Collected data:
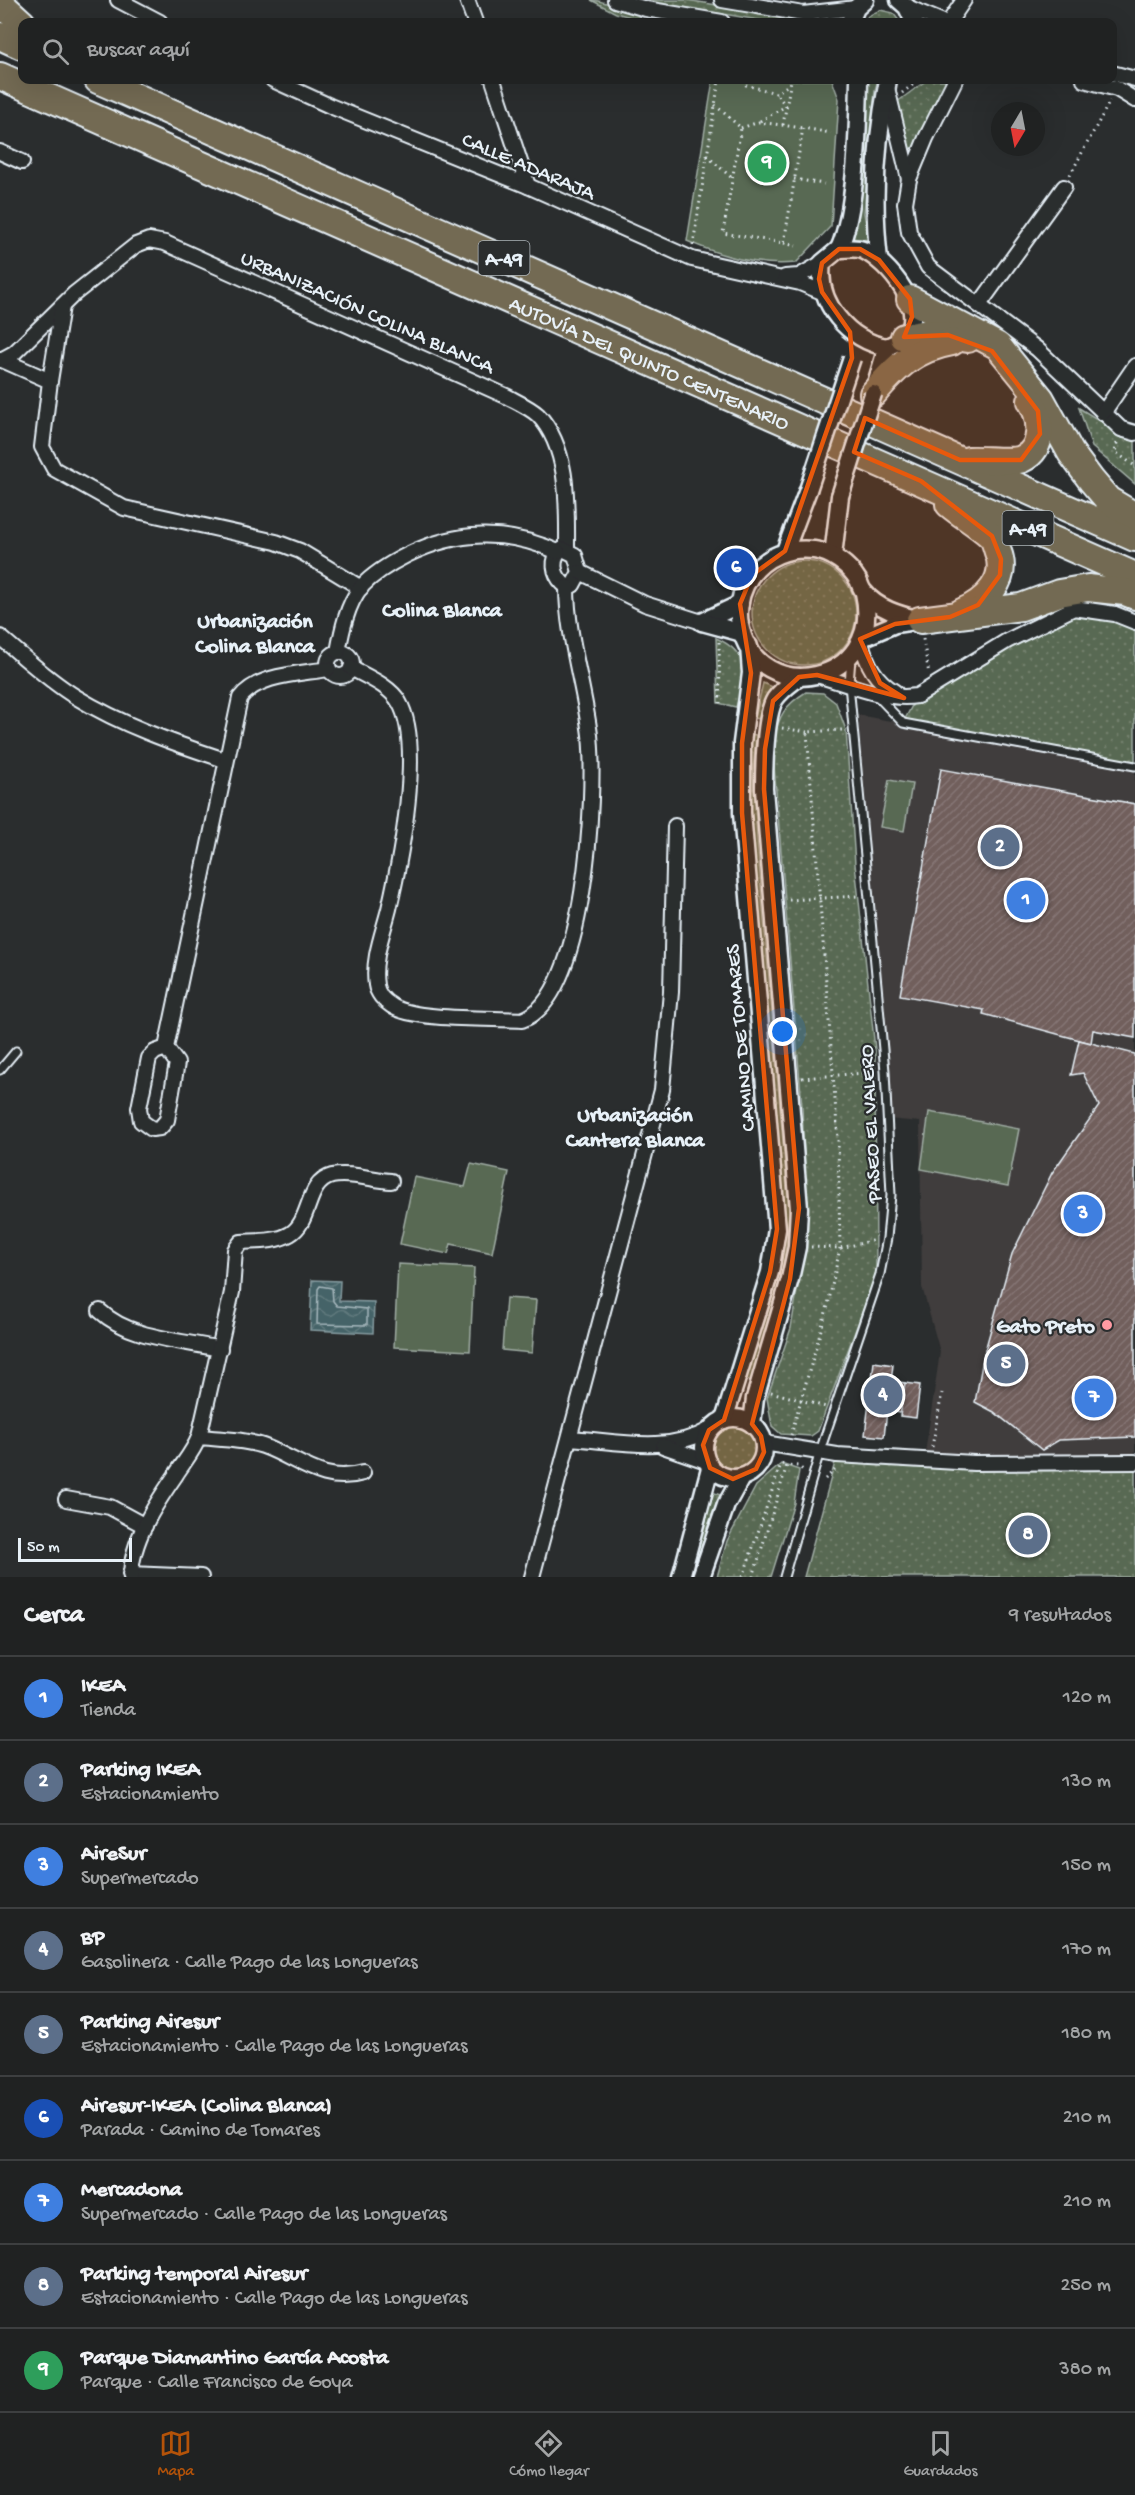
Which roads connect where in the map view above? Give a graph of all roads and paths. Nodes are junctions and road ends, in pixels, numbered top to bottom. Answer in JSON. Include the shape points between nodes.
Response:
{"nodes":[{"id":1,"x":118,"y":0,"type":"edge"},
{"id":2,"x":467,"y":0,"type":"edge"},
{"id":3,"x":615,"y":0,"type":"edge"},
{"id":4,"x":964,"y":0,"type":"edge"},
{"id":5,"x":730,"y":1,"type":"edge"},
{"id":6,"x":902,"y":2,"type":"edge"},
{"id":7,"x":0,"y":3,"type":"edge"},
{"id":8,"x":140,"y":5,"type":"edge"},
{"id":9,"x":859,"y":7,"type":"edge"},
{"id":10,"x":155,"y":18,"type":"edge"},
{"id":11,"x":474,"y":18,"type":"edge"},
{"id":12,"x":699,"y":18,"type":"edge"},
{"id":13,"x":912,"y":18,"type":"edge"},
{"id":14,"x":936,"y":18,"type":"edge"},
{"id":15,"x":952,"y":18,"type":"edge"},
{"id":16,"x":18,"y":19,"type":"edge"},
{"id":17,"x":0,"y":36,"type":"edge"},
{"id":18,"x":18,"y":44,"type":"edge"},
{"id":19,"x":1117,"y":74,"type":"edge"},
{"id":20,"x":0,"y":76,"type":"edge"},
{"id":21,"x":1135,"y":79,"type":"edge"},
{"id":22,"x":18,"y":84,"type":"edge"},
{"id":23,"x":18,"y":84,"type":"edge"},
{"id":24,"x":107,"y":84,"type":"edge"},
{"id":25,"x":282,"y":84,"type":"edge"},
{"id":26,"x":494,"y":84,"type":"edge"},
{"id":27,"x":718,"y":84,"type":"edge"},
{"id":28,"x":745,"y":84,"type":"edge"},
{"id":29,"x":788,"y":84,"type":"edge"},
{"id":30,"x":791,"y":84,"type":"edge"},
{"id":31,"x":859,"y":84,"type":"edge"},
{"id":32,"x":906,"y":84,"type":"edge"},
{"id":33,"x":953,"y":84,"type":"edge"},
{"id":34,"x":1098,"y":84,"type":"edge"},
{"id":35,"x":889,"y":89,"type":"edge"},
{"id":36,"x":1116,"y":89,"type":"junction"},
{"id":37,"x":776,"y":93,"type":"junction"},
{"id":38,"x":1135,"y":100,"type":"edge"},
{"id":39,"x":715,"y":105,"type":"junction"},
{"id":40,"x":786,"y":106,"type":"junction"},
{"id":41,"x":759,"y":122,"type":"junction"},
{"id":42,"x":783,"y":125,"type":"junction"},
{"id":43,"x":741,"y":128,"type":"junction"},
{"id":44,"x":803,"y":128,"type":"junction"},
{"id":45,"x":831,"y":133,"type":"dead end"},
{"id":46,"x":0,"y":152,"type":"edge"},
{"id":47,"x":707,"y":156,"type":"junction"},
{"id":48,"x":22,"y":162,"type":"dead end"},
{"id":49,"x":732,"y":178,"type":"junction"},
{"id":50,"x":794,"y":179,"type":"junction"},
{"id":51,"x":909,"y":179,"type":"junction"},
{"id":52,"x":824,"y":184,"type":"dead end"},
{"id":53,"x":528,"y":186,"type":"junction"},
{"id":54,"x":1064,"y":187,"type":"joint"},
{"id":55,"x":784,"y":243,"type":"junction"},
{"id":56,"x":796,"y":246,"type":"dead end"},
{"id":57,"x":839,"y":249,"type":"junction"},
{"id":58,"x":692,"y":259,"type":"junction"},
{"id":59,"x":879,"y":260,"type":"junction"},
{"id":60,"x":822,"y":263,"type":"junction"},
{"id":61,"x":773,"y":279,"type":"junction"},
{"id":62,"x":822,"y":292,"type":"junction"},
{"id":63,"x":910,"y":299,"type":"junction"},
{"id":64,"x":979,"y":305,"type":"junction"},
{"id":65,"x":62,"y":306,"type":"junction"},
{"id":66,"x":850,"y":332,"type":"junction"},
{"id":67,"x":967,"y":339,"type":"junction"},
{"id":68,"x":896,"y":342,"type":"junction"},
{"id":69,"x":0,"y":359,"type":"edge"},
{"id":70,"x":1135,"y":366,"type":"edge"},
{"id":71,"x":50,"y":381,"type":"junction"},
{"id":72,"x":873,"y":394,"type":"junction"},
{"id":73,"x":1103,"y":413,"type":"junction"},
{"id":74,"x":1121,"y":429,"type":"junction"},
{"id":75,"x":1135,"y":433,"type":"edge"},
{"id":76,"x":960,"y":460,"type":"junction"},
{"id":77,"x":1135,"y":466,"type":"edge"},
{"id":78,"x":921,"y":481,"type":"junction"},
{"id":79,"x":1135,"y":516,"type":"edge"},
{"id":80,"x":1135,"y":538,"type":"edge"},
{"id":81,"x":562,"y":551,"type":"junction"},
{"id":82,"x":786,"y":551,"type":"junction"},
{"id":83,"x":833,"y":556,"type":"junction"},
{"id":84,"x":580,"y":572,"type":"junction"},
{"id":85,"x":1135,"y":576,"type":"edge"},
{"id":86,"x":567,"y":587,"type":"junction"},
{"id":87,"x":361,"y":588,"type":"junction"},
{"id":88,"x":864,"y":593,"type":"junction"},
{"id":89,"x":1135,"y":596,"type":"edge"},
{"id":90,"x":740,"y":604,"type":"junction"},
{"id":91,"x":950,"y":617,"type":"junction"},
{"id":92,"x":920,"y":620,"type":"junction"},
{"id":93,"x":702,"y":622,"type":"junction"},
{"id":94,"x":1135,"y":622,"type":"edge"},
{"id":95,"x":0,"y":637,"type":"edge"},
{"id":96,"x":719,"y":640,"type":"dead end"},
{"id":97,"x":745,"y":640,"type":"junction"},
{"id":98,"x":858,"y":645,"type":"junction"},
{"id":99,"x":338,"y":652,"type":"junction"},
{"id":100,"x":351,"y":668,"type":"junction"},
{"id":101,"x":328,"y":669,"type":"junction"},
{"id":102,"x":817,"y":675,"type":"junction"},
{"id":103,"x":800,"y":677,"type":"junction"},
{"id":104,"x":849,"y":684,"type":"junction"},
{"id":105,"x":931,"y":688,"type":"junction"},
{"id":106,"x":874,"y":693,"type":"junction"},
{"id":107,"x":904,"y":698,"type":"junction"},
{"id":108,"x":720,"y":703,"type":"dead end"},
{"id":109,"x":769,"y":726,"type":"junction"},
{"id":110,"x":855,"y":729,"type":"junction"},
{"id":111,"x":807,"y":732,"type":"junction"},
{"id":112,"x":225,"y":760,"type":"junction"},
{"id":113,"x":1135,"y":766,"type":"edge"},
{"id":114,"x":675,"y":826,"type":"dead end"},
{"id":115,"x":869,"y":896,"type":"junction"},
{"id":116,"x":821,"y":898,"type":"junction"},
{"id":117,"x":772,"y":902,"type":"junction"},
{"id":118,"x":166,"y":1048,"type":"junction"},
{"id":119,"x":16,"y":1051,"type":"dead end"},
{"id":120,"x":0,"y":1070,"type":"edge"},
{"id":121,"x":885,"y":1071,"type":"junction"},
{"id":122,"x":833,"y":1077,"type":"junction"},
{"id":123,"x":789,"y":1078,"type":"junction"},
{"id":124,"x":391,"y":1181,"type":"dead end"},
{"id":125,"x":887,"y":1238,"type":"junction"},
{"id":126,"x":797,"y":1247,"type":"junction"},
{"id":127,"x":840,"y":1248,"type":"junction"},
{"id":128,"x":100,"y":1311,"type":"dead end"},
{"id":129,"x":220,"y":1348,"type":"junction"},
{"id":130,"x":758,"y":1388,"type":"junction"},
{"id":131,"x":942,"y":1393,"type":"dead end"},
{"id":132,"x":799,"y":1401,"type":"junction"},
{"id":133,"x":835,"y":1410,"type":"junction"},
{"id":134,"x":724,"y":1419,"type":"junction"},
{"id":135,"x":752,"y":1424,"type":"junction"},
{"id":136,"x":709,"y":1430,"type":"junction"},
{"id":137,"x":199,"y":1437,"type":"junction"},
{"id":138,"x":790,"y":1437,"type":"dead end"},
{"id":139,"x":570,"y":1438,"type":"junction"},
{"id":140,"x":764,"y":1443,"type":"junction"},
{"id":141,"x":661,"y":1445,"type":"junction"},
{"id":142,"x":820,"y":1451,"type":"junction"},
{"id":143,"x":930,"y":1461,"type":"junction"},
{"id":144,"x":1135,"y":1462,"type":"edge"},
{"id":145,"x":708,"y":1464,"type":"junction"},
{"id":146,"x":787,"y":1465,"type":"junction"},
{"id":147,"x":837,"y":1468,"type":"dead end"},
{"id":148,"x":363,"y":1473,"type":"dead end"},
{"id":149,"x":741,"y":1478,"type":"junction"},
{"id":150,"x":809,"y":1488,"type":"junction"},
{"id":151,"x":66,"y":1499,"type":"dead end"},
{"id":152,"x":145,"y":1526,"type":"junction"},
{"id":153,"x":130,"y":1576,"type":"edge"},
{"id":154,"x":201,"y":1577,"type":"edge"},
{"id":155,"x":532,"y":1577,"type":"edge"},
{"id":156,"x":681,"y":1577,"type":"edge"},
{"id":157,"x":701,"y":1577,"type":"edge"},
{"id":158,"x":743,"y":1577,"type":"edge"},
{"id":159,"x":753,"y":1577,"type":"edge"},
{"id":160,"x":784,"y":1577,"type":"edge"}],
"edges":[{"from":1,"to":8,"type":"street"},
{"from":2,"to":11,"type":"street"},
{"from":3,"to":12,"type":"street"},
{"from":4,"to":15,"type":"street"},
{"from":5,"to":9,"type":"street","via":[[803,14]]},
{"from":6,"to":13,"type":"street"},
{"from":6,"to":14,"type":"street"},
{"from":7,"to":16,"type":"highway"},
{"from":8,"to":10,"type":"street"},
{"from":17,"to":18,"type":"highway"},
{"from":19,"to":21,"type":"street"},
{"from":20,"to":22,"type":"highway","name":"AUTOVÍA DEL QUINTO CENTENARIO","number":"A-49"},
{"from":23,"to":78,"type":"highway","name":"AUTOVÍA DEL QUINTO CENTENARIO","number":"A-49"},
{"from":24,"to":76,"type":"highway","name":"AUTOVÍA DEL QUINTO CENTENARIO","number":"A-49"},
{"from":25,"to":53,"type":"street","name":"CALLE ADARAJA"},
{"from":26,"to":53,"type":"street"},
{"from":27,"to":39,"type":"path"},
{"from":28,"to":37,"type":"path"},
{"from":29,"to":37,"type":"path"},
{"from":30,"to":40,"type":"path"},
{"from":31,"to":57,"type":"street","via":[[850,210]]},
{"from":32,"to":35,"type":"path"},
{"from":33,"to":51,"type":"street"},
{"from":34,"to":36,"type":"street"},
{"from":35,"to":51,"type":"street"},
{"from":35,"to":59,"type":"street","via":[[881,116],[874,215]]},
{"from":36,"to":38,"type":"street"},
{"from":36,"to":54,"type":"path"},
{"from":37,"to":40,"type":"path"},
{"from":39,"to":43,"type":"path"},
{"from":39,"to":47,"type":"path"},
{"from":40,"to":41,"type":"path"},
{"from":40,"to":42,"type":"path"},
{"from":41,"to":42,"type":"path"},
{"from":41,"to":43,"type":"path"},
{"from":42,"to":44,"type":"path"},
{"from":43,"to":49,"type":"path"},
{"from":44,"to":45,"type":"path"},
{"from":44,"to":50,"type":"path"},
{"from":46,"to":48,"type":"street"},
{"from":47,"to":49,"type":"path"},
{"from":47,"to":58,"type":"path"},
{"from":49,"to":55,"type":"path","via":[[723,233]]},
{"from":50,"to":52,"type":"path"},
{"from":50,"to":55,"type":"path"},
{"from":51,"to":64,"type":"street","via":[[905,203],[909,231],[928,267]]},
{"from":53,"to":58,"type":"street","name":"CALLE ADARAJA"},
{"from":54,"to":64,"type":"street"},
{"from":55,"to":56,"type":"path"},
{"from":57,"to":59,"type":"street","via":[[860,249]]},
{"from":57,"to":60,"type":"street"},
{"from":58,"to":61,"type":"street","name":"CALLE ADARAJA"},
{"from":59,"to":63,"type":"street"},
{"from":60,"to":61,"type":"street","via":[[799,276]]},
{"from":60,"to":62,"type":"street"},
{"from":61,"to":62,"type":"street","name":"CALLE ADARAJA","via":[[800,283]]},
{"from":62,"to":66,"type":"street"},
{"from":63,"to":68,"type":"street","via":[[912,317]]},
{"from":63,"to":79,"type":"highway","via":[[998,346],[1041,399],[1091,480],[1108,500]]},
{"from":64,"to":73,"type":"street","via":[[1037,349]]},
{"from":65,"to":69,"type":"street","name":"URBANIZACIÓN COLINA BLANCA","via":[[27,341]]},
{"from":65,"to":71,"type":"street"},
{"from":65,"to":81,"type":"street","name":"URBANIZACIÓN COLINA BLANCA","via":[[136,245],[155,240],[506,396],[538,415],[554,444],[565,489]]},
{"from":66,"to":68,"type":"street","via":[[869,344]]},
{"from":66,"to":82,"type":"street","bridge":true,"via":[[852,358]]},
{"from":67,"to":68,"type":"highway","via":[[928,333]]},
{"from":67,"to":72,"type":"highway","via":[[934,345],[901,363]]},
{"from":67,"to":76,"type":"highway","via":[[992,351],[1018,380],[1038,411],[1040,434],[1021,460]]},
{"from":68,"to":72,"type":"street"},
{"from":69,"to":71,"type":"street","name":"URBANIZACIÓN COLINA BLANCA"},
{"from":70,"to":73,"type":"street"},
{"from":71,"to":87,"type":"street","via":[[42,447],[48,462],[62,475],[124,508],[247,534],[300,551]]},
{"from":72,"to":83,"type":"street","bridge":true,"via":[[840,496]]},
{"from":73,"to":74,"type":"street"},
{"from":74,"to":75,"type":"street"},
{"from":74,"to":77,"type":"path","via":[[1115,452]]},
{"from":76,"to":80,"type":"highway","name":"AUTOVÍA DEL QUINTO CENTENARIO","number":"A-49"},
{"from":78,"to":85,"type":"highway","name":"AUTOVÍA DEL QUINTO CENTENARIO","number":"A-49"},
{"from":78,"to":91,"type":"highway","via":[[992,536],[1001,559],[1000,575],[992,590],[978,605]]},
{"from":81,"to":84,"type":"street","via":[[579,561]]},
{"from":81,"to":86,"type":"street","name":"URBANIZACIÓN COLINA BLANCA","via":[[554,565]]},
{"from":81,"to":87,"type":"street","via":[[511,536],[461,536],[394,562]]},
{"from":82,"to":83,"type":"street","via":[[818,551]]},
{"from":82,"to":90,"type":"street","via":[[766,560],[752,575]]},
{"from":83,"to":88,"type":"street","via":[[852,572]]},
{"from":84,"to":86,"type":"street","via":[[573,585]]},
{"from":84,"to":93,"type":"street","via":[[645,604]]},
{"from":86,"to":100,"type":"street","via":[[590,737],[592,809],[574,930],[554,991],[534,1016],[522,1020],[413,1012],[394,1007],[376,988],[376,962],[407,800],[409,746],[399,702],[390,691]]},
{"from":87,"to":99,"type":"street","via":[[343,627]]},
{"from":88,"to":92,"type":"street","via":[[892,613]]},
{"from":88,"to":98,"type":"street","via":[[867,616]]},
{"from":89,"to":91,"type":"highway","via":[[1088,588],[1059,593],[1022,607]]},
{"from":90,"to":93,"type":"street"},
{"from":90,"to":97,"type":"street"},
{"from":91,"to":92,"type":"highway"},
{"from":92,"to":98,"type":"street","via":[[895,624]]},
{"from":92,"to":105,"type":"path"},
{"from":93,"to":97,"type":"street"},
{"from":94,"to":105,"type":"street","via":[[1115,614],[1074,608],[1007,641]]},
{"from":95,"to":112,"type":"street","via":[[62,687],[104,712],[156,736]]},
{"from":96,"to":108,"type":"path"},
{"from":97,"to":103,"type":"street","via":[[760,660],[774,670]]},
{"from":97,"to":134,"type":"street","name":"CAMINO DE TOMARES","via":[[751,673],[742,743],[742,813],[777,1229],[770,1272]]},
{"from":98,"to":102,"type":"street","via":[[840,666]]},
{"from":98,"to":104,"type":"lane","name":"PASEO EL VALERO"},
{"from":98,"to":107,"type":"street","via":[[880,683]]},
{"from":99,"to":100,"type":"street","via":[[347,654]]},
{"from":99,"to":101,"type":"street","via":[[330,657]]},
{"from":100,"to":101,"type":"street","via":[[338,676]]},
{"from":101,"to":112,"type":"street","via":[[258,682],[246,689],[240,698]]},
{"from":102,"to":103,"type":"street"},
{"from":102,"to":104,"type":"street"},
{"from":103,"to":109,"type":"street","via":[[773,701]]},
{"from":104,"to":106,"type":"street"},
{"from":104,"to":110,"type":"lane","name":"PASEO EL VALERO"},
{"from":105,"to":107,"type":"street"},
{"from":106,"to":107,"type":"street"},
{"from":106,"to":113,"type":"lane","via":[[903,723]]},
{"from":109,"to":111,"type":"path"},
{"from":109,"to":117,"type":"street","via":[[764,789]]},
{"from":110,"to":111,"type":"path"},
{"from":110,"to":115,"type":"lane","name":"PASEO EL VALERO"},
{"from":111,"to":116,"type":"path"},
{"from":112,"to":118,"type":"street"},
{"from":114,"to":139,"type":"street","via":[[671,992],[662,1090]]},
{"from":115,"to":116,"type":"path"},
{"from":115,"to":121,"type":"lane","name":"PASEO EL VALERO"},
{"from":116,"to":117,"type":"path"},
{"from":116,"to":122,"type":"path"},
{"from":117,"to":123,"type":"street"},
{"from":118,"to":118,"type":"street","via":[[176,1058],[177,1071],[167,1120],[160,1128],[152,1129],[141,1121],[139,1108],[149,1058]]},
{"from":119,"to":120,"type":"lane"},
{"from":121,"to":122,"type":"path"},
{"from":121,"to":125,"type":"lane","name":"PASEO EL VALERO","via":[[891,1196]]},
{"from":122,"to":123,"type":"path"},
{"from":122,"to":127,"type":"path"},
{"from":123,"to":126,"type":"street","via":[[799,1208]]},
{"from":124,"to":129,"type":"street","via":[[328,1177],[315,1189],[297,1229],[280,1238],[237,1244],[234,1285]]},
{"from":125,"to":127,"type":"path"},
{"from":125,"to":133,"type":"lane","name":"PASEO EL VALERO","via":[[880,1274]]},
{"from":126,"to":127,"type":"path"},
{"from":126,"to":130,"type":"street"},
{"from":127,"to":132,"type":"path","via":[[828,1305]]},
{"from":128,"to":129,"type":"street","via":[[128,1329]]},
{"from":129,"to":137,"type":"street"},
{"from":130,"to":132,"type":"path"},
{"from":130,"to":135,"type":"street"},
{"from":131,"to":143,"type":"path"},
{"from":132,"to":133,"type":"path"},
{"from":132,"to":138,"type":"path"},
{"from":133,"to":142,"type":"lane","name":"PASEO EL VALERO"},
{"from":134,"to":135,"type":"street","via":[[743,1419]]},
{"from":134,"to":136,"type":"street"},
{"from":135,"to":140,"type":"street"},
{"from":136,"to":141,"type":"street","via":[[691,1440]]},
{"from":136,"to":145,"type":"street","via":[[703,1445]]},
{"from":137,"to":148,"type":"street","via":[[253,1443],[329,1476]]},
{"from":137,"to":152,"type":"street"},
{"from":139,"to":141,"type":"street"},
{"from":139,"to":155,"type":"street"},
{"from":140,"to":142,"type":"street"},
{"from":140,"to":149,"type":"street","via":[[761,1461]]},
{"from":141,"to":145,"type":"street"},
{"from":142,"to":143,"type":"street"},
{"from":142,"to":150,"type":"lane","name":"PASEO EL VALERO"},
{"from":143,"to":144,"type":"street"},
{"from":145,"to":149,"type":"street","via":[[724,1477]]},
{"from":145,"to":156,"type":"street"},
{"from":146,"to":150,"type":"path","via":[[798,1466],[804,1472],[804,1486]]},
{"from":146,"to":158,"type":"path","via":[[781,1464]]},
{"from":146,"to":159,"type":"path"},
{"from":147,"to":150,"type":"path","via":[[825,1477],[820,1489]]},
{"from":149,"to":157,"type":"street","via":[[726,1505]]},
{"from":150,"to":160,"type":"lane","name":"PASEO EL VALERO"},
{"from":151,"to":152,"type":"street","via":[[110,1507]]},
{"from":152,"to":153,"type":"street"},
{"from":153,"to":154,"type":"street"}]}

-- Exercise aim --
Find every line in the records that has the word "CALLE". Copy those lines.

-- Finished exercise --
{"from":25,"to":53,"type":"street","name":"CALLE ADARAJA"},
{"from":53,"to":58,"type":"street","name":"CALLE ADARAJA"},
{"from":58,"to":61,"type":"street","name":"CALLE ADARAJA"},
{"from":61,"to":62,"type":"street","name":"CALLE ADARAJA","via":[[800,283]]},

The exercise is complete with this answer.